#### Work to be completed
Report each line of the data that includes the word "later".

#### Record extracts

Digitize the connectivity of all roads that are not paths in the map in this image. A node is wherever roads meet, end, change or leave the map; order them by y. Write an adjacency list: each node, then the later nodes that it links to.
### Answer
* * *
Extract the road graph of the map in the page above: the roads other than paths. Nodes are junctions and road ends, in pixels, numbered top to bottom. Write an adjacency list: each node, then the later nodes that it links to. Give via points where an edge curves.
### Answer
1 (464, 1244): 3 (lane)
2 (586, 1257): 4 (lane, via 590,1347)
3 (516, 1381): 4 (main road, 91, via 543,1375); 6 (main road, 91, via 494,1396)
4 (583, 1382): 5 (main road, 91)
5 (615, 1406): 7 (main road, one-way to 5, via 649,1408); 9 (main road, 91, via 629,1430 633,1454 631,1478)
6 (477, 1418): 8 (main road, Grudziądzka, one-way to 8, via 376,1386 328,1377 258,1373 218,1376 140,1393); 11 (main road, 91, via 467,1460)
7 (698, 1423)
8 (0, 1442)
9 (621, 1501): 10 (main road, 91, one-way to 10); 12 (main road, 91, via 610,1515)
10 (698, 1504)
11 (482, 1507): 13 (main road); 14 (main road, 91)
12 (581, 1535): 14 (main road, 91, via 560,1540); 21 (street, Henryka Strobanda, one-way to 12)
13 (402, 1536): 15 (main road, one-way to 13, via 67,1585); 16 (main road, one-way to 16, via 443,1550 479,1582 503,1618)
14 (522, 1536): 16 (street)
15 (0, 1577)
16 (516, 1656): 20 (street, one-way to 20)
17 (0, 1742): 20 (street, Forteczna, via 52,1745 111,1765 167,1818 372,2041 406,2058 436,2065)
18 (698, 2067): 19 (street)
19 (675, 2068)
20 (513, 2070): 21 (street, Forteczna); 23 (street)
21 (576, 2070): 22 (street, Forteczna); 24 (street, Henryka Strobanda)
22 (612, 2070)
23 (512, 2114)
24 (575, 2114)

#### Exercise solution
Digitize the connectivity of all roads that are not paths in the map in this image. A node is wherever roads meet, end, change or leave the map; order them by y. Write an adjacency list: each node, then the later nodes that it links to.
Extract the road graph of the map in the page above: the roads other than paths. Nodes are junctions and road ends, in pixels, numbered top to bottom. Write an adjacency list: each node, then the later nodes that it links to. Give via points where an edge curves.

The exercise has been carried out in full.